(Stored data entries)

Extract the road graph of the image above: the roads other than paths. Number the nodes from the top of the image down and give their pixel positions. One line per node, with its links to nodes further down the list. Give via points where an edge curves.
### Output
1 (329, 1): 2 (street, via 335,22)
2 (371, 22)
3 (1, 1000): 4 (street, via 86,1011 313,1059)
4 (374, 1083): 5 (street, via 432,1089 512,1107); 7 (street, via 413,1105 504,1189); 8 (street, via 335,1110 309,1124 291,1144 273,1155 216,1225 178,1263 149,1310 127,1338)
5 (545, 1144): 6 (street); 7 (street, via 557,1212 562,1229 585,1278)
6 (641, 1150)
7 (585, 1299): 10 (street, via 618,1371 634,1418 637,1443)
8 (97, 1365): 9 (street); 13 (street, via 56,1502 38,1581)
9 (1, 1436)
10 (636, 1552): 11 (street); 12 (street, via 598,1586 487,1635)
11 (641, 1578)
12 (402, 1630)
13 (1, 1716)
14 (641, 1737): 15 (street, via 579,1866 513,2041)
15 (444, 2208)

**Work task:**
An exact copy of every entry above is the expected answer.

**Result for this task:**
Extract the road graph of the image above: the roads other than paths. Number the nodes from the top of the image down and give their pixel positions. One line per node, with its links to nodes further down the list. Give via points where an edge curves.
### Output
1 (329, 1): 2 (street, via 335,22)
2 (371, 22)
3 (1, 1000): 4 (street, via 86,1011 313,1059)
4 (374, 1083): 5 (street, via 432,1089 512,1107); 7 (street, via 413,1105 504,1189); 8 (street, via 335,1110 309,1124 291,1144 273,1155 216,1225 178,1263 149,1310 127,1338)
5 (545, 1144): 6 (street); 7 (street, via 557,1212 562,1229 585,1278)
6 (641, 1150)
7 (585, 1299): 10 (street, via 618,1371 634,1418 637,1443)
8 (97, 1365): 9 (street); 13 (street, via 56,1502 38,1581)
9 (1, 1436)
10 (636, 1552): 11 (street); 12 (street, via 598,1586 487,1635)
11 (641, 1578)
12 (402, 1630)
13 (1, 1716)
14 (641, 1737): 15 (street, via 579,1866 513,2041)
15 (444, 2208)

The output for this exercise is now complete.